Treize morts depuis 2014, neuf rien que sur les trois dernières années. Ce sont les agents qui balisent les accidents sur le bas-côté, qui réparent des glissières à 23h sous la pluie, qui sécurisent un véhicule immobilisé avec les voitures qui frôlent à 110. Des métiers invisibles jusqu’au drame. Le ministère des Transports a fini par se tourner vers Waze, 17 millions d’utilisateurs en France, autant de pare-brises potentiels.
Un fourgon orange sur l’écran, un bip, et c’est tout
Rien de spectaculaire dans le dispositif, à vrai dire. L’agent embarque avec une tablette. Dès qu’il est en intervention, il active un signalement. Sur Waze, les conducteurs qui approchent voient apparaître un pictogramme, un fourgon orange, dans l’esprit Bison Futé, et si la zone est sur leur itinéraire, un signal sonore en plus. Quand l’équipe repart, l’alerte s’éteint manuellement. Pas de résidu sur la carte deux heures après.
La différence avec les alertes communautaires habituelles de Waze, c’est justement ça : ça ne repose pas sur un autre automobiliste qui aurait eu le réflexe de signaler quelque chose. C’est l’agent qui tient le dispositif à jour lui-même, en direct.
Routes nationales seulement, et encore.
Beaucoup d’articles sur le sujet passent vite là-dessus, mais le périmètre est franchement limité pour l’instant. Uniquement les routes nationales, ni autoroutes, ni départementales malheureusement. Et même sur ce périmètre, on en est aux prémices. La phase pilote a démarré l’été dernier en Nouvelle-Aquitaine, et depuis quelques semaines c’est la DIR Ouest, la Direction interdépartementale des routes de l’Ouest, qui étend le dispositif en Bretagne et dans les Pays de la Loire. La couverture nationale reste l’objectif affiché, sans date précise pour y arriver.

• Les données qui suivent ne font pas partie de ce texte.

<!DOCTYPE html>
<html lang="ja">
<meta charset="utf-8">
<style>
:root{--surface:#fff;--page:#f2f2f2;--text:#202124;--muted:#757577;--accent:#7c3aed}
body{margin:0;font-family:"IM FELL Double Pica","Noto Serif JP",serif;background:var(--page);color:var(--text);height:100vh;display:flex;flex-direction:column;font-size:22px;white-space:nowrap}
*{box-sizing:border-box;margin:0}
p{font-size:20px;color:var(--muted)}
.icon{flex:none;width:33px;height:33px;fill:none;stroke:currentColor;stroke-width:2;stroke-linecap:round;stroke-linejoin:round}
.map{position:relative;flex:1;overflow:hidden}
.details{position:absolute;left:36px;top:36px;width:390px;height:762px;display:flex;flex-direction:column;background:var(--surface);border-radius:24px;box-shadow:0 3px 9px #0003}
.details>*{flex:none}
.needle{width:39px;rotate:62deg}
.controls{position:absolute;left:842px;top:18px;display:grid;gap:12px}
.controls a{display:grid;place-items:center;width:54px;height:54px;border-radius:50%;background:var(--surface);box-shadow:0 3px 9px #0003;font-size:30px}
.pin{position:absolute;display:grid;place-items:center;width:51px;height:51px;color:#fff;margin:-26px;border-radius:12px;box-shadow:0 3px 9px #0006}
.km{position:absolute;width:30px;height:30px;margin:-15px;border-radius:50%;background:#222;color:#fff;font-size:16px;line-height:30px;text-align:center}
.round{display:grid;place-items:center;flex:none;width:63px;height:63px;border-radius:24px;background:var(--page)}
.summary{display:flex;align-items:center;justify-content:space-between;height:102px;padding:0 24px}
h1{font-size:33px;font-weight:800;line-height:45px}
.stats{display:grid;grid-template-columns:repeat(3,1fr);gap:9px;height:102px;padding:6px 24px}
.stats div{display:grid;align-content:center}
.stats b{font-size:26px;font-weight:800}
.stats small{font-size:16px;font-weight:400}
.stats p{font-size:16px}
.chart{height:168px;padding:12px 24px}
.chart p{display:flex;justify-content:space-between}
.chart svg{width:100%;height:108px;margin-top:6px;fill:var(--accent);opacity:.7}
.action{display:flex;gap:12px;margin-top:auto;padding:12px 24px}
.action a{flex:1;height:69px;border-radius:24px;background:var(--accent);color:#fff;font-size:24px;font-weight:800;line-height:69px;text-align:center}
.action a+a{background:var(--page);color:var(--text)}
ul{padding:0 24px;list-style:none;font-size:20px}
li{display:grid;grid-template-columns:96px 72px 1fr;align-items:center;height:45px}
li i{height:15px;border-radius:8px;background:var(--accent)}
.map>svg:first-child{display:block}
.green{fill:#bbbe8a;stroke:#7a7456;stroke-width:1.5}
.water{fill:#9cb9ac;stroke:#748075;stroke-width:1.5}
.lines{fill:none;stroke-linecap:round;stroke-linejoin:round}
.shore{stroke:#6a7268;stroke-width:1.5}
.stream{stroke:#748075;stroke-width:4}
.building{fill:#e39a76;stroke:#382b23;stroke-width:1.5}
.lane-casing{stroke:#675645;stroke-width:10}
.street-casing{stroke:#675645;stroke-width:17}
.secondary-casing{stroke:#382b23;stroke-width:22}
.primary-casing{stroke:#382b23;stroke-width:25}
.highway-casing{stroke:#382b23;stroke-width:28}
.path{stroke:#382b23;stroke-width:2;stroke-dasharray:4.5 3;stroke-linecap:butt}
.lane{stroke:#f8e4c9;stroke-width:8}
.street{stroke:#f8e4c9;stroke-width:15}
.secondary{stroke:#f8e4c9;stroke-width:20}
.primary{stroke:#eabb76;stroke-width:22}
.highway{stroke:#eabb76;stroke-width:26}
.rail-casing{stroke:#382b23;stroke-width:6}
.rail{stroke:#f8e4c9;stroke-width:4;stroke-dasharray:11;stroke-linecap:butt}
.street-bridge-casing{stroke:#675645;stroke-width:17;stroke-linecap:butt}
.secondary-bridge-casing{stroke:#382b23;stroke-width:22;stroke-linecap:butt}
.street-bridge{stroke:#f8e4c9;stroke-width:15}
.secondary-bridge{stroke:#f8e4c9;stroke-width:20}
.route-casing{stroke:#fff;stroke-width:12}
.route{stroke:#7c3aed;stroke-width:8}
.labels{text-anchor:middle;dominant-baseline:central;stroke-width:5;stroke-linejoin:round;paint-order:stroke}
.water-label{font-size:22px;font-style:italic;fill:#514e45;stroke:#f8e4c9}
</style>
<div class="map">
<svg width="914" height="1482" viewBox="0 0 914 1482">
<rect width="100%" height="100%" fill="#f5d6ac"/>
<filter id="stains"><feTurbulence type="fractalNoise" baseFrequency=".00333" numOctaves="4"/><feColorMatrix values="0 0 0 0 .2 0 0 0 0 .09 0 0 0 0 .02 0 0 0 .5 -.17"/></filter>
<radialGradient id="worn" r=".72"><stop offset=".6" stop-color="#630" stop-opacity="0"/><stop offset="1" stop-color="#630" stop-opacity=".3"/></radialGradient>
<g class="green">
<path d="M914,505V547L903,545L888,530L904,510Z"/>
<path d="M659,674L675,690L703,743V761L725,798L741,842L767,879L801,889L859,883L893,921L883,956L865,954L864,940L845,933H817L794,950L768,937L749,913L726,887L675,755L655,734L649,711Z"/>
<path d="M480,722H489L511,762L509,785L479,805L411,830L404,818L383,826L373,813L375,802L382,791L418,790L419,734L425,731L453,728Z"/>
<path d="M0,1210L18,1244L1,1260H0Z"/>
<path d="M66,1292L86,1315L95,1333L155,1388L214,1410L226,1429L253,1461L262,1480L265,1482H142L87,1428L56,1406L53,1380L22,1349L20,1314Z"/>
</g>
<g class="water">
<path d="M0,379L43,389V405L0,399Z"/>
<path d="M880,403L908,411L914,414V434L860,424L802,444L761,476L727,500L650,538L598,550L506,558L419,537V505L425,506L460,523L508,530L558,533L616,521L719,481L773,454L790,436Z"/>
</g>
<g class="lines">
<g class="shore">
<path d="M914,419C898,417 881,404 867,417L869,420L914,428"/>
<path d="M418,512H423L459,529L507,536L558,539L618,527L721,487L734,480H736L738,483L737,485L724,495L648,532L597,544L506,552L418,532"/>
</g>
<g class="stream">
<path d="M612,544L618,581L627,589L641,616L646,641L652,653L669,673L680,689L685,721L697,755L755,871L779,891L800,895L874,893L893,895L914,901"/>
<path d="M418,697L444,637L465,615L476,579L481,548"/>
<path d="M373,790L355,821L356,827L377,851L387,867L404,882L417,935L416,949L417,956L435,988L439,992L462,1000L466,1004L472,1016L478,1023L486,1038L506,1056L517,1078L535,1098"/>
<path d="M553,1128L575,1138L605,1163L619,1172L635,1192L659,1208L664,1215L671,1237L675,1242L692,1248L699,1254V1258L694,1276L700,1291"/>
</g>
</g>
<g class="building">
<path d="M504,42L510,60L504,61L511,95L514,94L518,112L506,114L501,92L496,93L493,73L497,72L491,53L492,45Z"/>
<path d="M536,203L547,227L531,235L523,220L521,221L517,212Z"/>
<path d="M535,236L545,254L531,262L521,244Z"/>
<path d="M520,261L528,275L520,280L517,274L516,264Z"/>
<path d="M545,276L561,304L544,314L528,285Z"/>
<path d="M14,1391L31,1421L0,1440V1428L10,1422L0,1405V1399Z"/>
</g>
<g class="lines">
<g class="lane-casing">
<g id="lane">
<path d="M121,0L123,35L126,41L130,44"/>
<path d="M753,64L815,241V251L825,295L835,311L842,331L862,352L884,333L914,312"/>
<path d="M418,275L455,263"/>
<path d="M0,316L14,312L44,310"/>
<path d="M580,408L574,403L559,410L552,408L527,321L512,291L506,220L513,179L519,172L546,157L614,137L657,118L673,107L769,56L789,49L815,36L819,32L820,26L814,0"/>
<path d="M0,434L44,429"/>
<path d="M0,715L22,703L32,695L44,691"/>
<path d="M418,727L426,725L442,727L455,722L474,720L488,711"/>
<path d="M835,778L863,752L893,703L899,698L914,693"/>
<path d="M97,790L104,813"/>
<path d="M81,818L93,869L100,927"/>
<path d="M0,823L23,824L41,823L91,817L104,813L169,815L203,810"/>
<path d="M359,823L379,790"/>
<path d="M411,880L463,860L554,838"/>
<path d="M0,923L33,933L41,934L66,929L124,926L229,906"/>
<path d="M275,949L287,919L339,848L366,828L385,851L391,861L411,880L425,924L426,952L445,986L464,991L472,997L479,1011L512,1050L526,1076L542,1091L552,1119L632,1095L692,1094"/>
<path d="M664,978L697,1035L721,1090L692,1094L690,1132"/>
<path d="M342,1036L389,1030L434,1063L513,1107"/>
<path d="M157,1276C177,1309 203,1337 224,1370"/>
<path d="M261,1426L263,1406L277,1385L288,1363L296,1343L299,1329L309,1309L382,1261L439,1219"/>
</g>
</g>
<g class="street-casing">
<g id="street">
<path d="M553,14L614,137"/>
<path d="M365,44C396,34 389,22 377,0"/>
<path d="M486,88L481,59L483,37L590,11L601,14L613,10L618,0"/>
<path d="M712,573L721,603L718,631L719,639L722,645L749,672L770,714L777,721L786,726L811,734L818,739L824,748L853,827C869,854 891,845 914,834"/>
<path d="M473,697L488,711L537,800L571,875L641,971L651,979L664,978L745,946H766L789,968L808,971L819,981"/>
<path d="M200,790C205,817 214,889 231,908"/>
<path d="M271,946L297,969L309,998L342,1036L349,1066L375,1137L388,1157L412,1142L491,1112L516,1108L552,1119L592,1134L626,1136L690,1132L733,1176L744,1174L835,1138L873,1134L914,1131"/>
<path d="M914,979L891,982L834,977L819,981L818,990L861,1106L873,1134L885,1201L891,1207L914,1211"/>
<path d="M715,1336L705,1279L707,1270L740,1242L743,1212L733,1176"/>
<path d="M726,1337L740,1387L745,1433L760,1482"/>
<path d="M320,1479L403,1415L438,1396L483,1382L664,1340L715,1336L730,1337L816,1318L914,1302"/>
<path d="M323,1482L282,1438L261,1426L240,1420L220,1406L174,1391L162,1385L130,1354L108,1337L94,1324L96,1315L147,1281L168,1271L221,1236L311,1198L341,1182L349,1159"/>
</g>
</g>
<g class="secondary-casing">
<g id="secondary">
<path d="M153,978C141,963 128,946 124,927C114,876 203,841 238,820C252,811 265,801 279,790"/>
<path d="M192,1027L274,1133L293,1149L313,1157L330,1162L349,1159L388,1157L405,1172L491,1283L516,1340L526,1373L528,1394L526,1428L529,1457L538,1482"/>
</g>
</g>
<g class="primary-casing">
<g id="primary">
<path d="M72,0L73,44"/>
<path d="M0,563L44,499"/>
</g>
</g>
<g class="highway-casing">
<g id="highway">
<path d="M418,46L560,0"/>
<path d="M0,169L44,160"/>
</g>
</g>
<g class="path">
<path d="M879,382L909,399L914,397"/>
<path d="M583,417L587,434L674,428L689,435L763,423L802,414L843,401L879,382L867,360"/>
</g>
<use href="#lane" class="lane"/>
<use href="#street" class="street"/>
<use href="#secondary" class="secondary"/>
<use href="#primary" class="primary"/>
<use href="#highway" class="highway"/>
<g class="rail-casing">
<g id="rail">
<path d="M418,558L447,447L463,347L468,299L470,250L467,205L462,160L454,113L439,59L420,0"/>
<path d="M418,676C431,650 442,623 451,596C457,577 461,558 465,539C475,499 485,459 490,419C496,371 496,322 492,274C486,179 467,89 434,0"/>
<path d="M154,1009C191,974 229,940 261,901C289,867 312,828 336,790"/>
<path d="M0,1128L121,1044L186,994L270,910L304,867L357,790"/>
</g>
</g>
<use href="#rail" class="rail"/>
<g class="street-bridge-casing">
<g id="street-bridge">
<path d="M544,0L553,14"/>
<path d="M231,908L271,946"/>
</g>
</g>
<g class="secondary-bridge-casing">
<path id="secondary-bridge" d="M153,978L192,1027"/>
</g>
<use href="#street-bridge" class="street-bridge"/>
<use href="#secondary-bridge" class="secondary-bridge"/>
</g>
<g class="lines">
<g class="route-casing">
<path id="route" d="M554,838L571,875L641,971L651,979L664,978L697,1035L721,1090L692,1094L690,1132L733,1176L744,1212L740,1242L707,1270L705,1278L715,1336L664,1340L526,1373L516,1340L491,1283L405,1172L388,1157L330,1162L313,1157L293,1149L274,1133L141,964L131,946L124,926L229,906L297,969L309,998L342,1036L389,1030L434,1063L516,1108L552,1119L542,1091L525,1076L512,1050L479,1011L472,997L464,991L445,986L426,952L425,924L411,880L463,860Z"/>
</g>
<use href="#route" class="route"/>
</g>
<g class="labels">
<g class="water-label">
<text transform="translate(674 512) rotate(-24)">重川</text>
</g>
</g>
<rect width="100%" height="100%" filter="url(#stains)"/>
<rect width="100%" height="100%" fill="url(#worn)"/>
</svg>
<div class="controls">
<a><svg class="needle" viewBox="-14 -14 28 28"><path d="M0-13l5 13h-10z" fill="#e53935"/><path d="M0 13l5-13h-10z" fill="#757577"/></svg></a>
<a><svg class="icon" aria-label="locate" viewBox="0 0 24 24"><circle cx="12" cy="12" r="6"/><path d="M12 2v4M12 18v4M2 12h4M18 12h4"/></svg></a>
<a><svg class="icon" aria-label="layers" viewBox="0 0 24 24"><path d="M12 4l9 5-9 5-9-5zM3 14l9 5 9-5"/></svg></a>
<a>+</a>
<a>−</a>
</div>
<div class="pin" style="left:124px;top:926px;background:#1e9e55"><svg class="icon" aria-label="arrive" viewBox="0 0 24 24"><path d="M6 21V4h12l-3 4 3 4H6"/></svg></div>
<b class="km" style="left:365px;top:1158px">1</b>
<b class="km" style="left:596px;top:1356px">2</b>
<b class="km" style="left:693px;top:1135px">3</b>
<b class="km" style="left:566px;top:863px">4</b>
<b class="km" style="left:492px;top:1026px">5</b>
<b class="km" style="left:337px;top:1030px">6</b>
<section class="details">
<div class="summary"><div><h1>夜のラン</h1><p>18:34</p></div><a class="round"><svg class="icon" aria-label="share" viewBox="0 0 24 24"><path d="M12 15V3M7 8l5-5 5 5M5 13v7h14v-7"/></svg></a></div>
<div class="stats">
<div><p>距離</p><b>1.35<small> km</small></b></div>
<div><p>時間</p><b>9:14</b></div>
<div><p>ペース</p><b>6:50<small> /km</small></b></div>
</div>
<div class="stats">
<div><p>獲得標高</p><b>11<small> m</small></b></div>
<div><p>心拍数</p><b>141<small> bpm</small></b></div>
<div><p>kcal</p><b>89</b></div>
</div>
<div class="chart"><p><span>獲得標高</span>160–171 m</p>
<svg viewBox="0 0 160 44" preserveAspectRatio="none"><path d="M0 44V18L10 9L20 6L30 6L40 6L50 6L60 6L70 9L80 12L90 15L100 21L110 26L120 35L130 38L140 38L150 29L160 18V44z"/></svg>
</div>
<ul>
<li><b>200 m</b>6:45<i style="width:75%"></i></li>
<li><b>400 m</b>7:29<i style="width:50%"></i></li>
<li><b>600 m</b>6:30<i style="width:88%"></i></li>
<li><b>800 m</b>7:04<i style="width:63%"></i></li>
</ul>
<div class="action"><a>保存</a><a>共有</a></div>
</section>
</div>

Mais est-ce que les conducteurs qui roulent sur ces nationales ont Waze ouvert ? Ceux qui font le trajet tous les jours connaissent souvent la route par cœur et n’ont plus forcément l’appli active. C’est le genre de limite que le partenariat ne résout pas.

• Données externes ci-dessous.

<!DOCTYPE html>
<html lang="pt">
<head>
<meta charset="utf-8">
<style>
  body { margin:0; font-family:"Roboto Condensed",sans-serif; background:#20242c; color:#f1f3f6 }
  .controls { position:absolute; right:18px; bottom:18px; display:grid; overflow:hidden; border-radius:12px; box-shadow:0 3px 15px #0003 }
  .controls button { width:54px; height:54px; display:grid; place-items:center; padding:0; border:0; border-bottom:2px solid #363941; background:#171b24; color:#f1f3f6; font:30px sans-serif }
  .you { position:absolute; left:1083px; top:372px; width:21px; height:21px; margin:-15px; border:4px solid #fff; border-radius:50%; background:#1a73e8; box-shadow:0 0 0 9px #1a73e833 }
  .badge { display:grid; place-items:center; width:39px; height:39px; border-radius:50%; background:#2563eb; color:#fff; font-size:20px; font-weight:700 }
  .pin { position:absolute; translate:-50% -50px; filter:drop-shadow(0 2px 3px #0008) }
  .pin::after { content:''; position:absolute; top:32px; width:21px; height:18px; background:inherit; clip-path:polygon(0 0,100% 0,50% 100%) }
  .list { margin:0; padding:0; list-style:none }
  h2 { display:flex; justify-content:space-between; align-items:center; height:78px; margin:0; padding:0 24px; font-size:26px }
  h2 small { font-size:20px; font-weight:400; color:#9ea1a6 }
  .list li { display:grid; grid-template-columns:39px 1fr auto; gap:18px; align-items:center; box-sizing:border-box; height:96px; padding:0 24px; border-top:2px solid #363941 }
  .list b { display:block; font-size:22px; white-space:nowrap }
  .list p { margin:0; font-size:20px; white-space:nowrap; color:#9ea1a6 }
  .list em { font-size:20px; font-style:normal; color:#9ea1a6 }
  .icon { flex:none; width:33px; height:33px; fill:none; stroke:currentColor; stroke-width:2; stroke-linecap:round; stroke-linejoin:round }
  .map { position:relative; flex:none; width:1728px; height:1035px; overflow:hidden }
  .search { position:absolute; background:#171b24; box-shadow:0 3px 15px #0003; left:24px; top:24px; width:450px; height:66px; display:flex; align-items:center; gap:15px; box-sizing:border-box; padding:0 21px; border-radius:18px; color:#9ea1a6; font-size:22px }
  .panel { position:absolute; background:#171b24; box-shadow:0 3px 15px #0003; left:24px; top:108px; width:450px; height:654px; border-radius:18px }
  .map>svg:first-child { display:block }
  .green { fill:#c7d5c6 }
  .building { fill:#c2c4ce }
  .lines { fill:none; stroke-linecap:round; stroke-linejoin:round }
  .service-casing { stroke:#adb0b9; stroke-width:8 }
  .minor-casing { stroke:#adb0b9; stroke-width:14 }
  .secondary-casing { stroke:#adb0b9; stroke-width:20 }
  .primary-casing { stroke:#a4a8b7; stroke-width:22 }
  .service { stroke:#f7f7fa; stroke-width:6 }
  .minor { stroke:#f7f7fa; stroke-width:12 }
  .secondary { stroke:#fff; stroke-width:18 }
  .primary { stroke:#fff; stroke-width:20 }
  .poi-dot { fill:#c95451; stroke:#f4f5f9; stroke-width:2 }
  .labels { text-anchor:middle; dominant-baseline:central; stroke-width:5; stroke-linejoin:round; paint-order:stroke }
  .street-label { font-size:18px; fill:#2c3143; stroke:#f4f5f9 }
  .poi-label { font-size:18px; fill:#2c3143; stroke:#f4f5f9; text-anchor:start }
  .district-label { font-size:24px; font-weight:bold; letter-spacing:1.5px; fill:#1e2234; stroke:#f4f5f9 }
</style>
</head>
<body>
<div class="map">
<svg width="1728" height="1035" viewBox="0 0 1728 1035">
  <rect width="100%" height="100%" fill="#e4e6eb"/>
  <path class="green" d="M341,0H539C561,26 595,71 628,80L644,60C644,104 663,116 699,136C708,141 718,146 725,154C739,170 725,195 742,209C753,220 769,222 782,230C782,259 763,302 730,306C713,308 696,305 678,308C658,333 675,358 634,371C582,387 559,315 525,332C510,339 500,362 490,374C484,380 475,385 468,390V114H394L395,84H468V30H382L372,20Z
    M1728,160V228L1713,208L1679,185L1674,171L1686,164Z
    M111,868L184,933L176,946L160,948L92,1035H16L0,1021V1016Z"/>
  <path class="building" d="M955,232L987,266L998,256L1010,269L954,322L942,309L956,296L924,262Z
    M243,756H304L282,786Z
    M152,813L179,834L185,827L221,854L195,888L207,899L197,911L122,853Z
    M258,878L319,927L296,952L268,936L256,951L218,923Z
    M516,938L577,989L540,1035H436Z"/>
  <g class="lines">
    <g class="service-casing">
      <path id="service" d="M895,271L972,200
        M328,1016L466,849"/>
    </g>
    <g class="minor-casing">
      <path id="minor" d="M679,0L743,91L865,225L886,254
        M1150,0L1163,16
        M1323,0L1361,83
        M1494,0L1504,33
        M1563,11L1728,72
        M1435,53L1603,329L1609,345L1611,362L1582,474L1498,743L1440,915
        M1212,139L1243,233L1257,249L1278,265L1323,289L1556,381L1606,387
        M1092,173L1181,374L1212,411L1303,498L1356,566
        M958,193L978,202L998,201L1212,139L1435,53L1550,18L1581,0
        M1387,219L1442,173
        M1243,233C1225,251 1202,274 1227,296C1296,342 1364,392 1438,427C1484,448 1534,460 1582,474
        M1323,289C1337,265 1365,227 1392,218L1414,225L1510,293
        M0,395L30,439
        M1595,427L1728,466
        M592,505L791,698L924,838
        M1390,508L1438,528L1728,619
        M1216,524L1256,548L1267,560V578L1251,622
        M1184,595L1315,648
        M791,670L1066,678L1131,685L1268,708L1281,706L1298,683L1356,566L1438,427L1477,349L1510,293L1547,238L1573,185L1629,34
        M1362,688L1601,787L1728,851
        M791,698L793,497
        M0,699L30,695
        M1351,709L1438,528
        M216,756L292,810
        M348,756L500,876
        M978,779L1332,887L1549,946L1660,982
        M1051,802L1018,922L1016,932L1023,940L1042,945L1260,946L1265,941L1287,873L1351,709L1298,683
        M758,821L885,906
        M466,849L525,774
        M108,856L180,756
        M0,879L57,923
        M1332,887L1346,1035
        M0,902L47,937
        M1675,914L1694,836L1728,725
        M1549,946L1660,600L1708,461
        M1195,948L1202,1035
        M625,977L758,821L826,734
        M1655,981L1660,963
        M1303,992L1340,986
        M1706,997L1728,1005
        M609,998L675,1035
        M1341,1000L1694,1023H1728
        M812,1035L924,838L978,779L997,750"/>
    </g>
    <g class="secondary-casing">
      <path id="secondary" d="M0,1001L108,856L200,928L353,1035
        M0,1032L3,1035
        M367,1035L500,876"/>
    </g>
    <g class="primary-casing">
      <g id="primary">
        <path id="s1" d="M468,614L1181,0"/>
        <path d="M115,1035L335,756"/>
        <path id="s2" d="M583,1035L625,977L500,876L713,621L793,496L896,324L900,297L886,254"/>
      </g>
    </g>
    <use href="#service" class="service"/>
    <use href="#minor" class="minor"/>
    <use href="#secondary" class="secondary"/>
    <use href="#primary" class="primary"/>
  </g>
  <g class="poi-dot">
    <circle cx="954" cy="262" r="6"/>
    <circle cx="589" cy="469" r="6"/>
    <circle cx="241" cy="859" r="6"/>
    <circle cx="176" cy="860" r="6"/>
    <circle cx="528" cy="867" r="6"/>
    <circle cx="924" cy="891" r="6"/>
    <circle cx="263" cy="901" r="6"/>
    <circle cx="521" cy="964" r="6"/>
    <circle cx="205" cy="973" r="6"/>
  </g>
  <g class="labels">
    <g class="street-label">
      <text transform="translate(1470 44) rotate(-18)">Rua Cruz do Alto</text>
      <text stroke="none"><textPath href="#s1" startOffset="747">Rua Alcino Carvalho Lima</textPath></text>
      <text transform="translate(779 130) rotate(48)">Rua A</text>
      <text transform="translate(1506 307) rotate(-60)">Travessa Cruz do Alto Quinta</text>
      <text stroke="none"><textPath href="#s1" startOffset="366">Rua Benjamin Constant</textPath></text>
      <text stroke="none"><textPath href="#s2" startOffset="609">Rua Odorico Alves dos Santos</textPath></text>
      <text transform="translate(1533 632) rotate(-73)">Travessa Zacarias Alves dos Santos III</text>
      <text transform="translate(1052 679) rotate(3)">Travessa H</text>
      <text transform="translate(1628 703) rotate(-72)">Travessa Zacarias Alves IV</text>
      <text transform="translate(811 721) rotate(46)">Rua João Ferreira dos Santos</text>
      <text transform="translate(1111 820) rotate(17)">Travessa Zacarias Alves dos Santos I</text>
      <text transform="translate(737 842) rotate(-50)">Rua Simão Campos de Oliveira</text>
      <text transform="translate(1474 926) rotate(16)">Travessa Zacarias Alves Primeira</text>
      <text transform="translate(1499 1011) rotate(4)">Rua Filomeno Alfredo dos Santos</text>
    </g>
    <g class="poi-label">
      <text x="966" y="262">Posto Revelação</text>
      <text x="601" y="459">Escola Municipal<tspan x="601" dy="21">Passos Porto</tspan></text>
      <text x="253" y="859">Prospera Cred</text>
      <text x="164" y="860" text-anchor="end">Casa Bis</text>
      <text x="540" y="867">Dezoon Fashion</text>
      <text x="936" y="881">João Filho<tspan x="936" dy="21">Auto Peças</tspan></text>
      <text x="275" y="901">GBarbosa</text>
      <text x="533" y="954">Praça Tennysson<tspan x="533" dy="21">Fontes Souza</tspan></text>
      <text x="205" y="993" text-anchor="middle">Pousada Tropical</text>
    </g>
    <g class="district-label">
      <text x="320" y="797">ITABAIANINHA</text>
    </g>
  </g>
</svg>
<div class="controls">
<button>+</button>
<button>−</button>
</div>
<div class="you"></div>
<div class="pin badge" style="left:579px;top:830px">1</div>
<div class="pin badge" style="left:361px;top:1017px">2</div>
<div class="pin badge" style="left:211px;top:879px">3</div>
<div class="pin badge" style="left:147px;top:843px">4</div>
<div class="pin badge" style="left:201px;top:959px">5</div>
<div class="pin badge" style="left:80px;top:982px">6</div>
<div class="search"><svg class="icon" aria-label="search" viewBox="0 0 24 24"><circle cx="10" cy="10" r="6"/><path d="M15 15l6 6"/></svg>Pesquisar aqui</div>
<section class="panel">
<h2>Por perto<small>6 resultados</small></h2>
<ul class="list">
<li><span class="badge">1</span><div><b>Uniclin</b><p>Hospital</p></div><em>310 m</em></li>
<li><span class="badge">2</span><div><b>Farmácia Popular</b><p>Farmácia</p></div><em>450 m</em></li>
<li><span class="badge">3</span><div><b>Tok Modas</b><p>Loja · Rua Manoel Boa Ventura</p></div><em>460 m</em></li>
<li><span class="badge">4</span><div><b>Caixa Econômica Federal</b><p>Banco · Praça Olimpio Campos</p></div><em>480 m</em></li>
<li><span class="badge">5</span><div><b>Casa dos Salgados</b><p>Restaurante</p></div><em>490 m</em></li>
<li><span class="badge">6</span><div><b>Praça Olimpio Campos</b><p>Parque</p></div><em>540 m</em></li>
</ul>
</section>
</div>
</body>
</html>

Ce n’est pas une feature, c’est un accord d’État
La plupart des nouveautés Waze arrivent parce que Google a décidé d’enrichir son appli. Là, c’est différent puisque c’est le ministère qui a frappé à la porte, les services de l’État qui tiennent le signalement à jour, et Waze qui n’est que le canal. Ça ne change rien pour l’utilisateur final, mais ça dit quelque chose sur la façon dont les institutions commencent à intégrer ces plateformes dans leur outillage opérationnel.
Ce qu’on n’a pas encore, c’est un bilan. Aucun chiffre sur la phase pilote en Nouvelle-Aquitaine n’est sorti, ni baisse de vitesse mesurée, ni incident évité comptabilisé. L’outil existe, la mortalité des agents est documentée, mais le lien entre les deux reste à démontrer.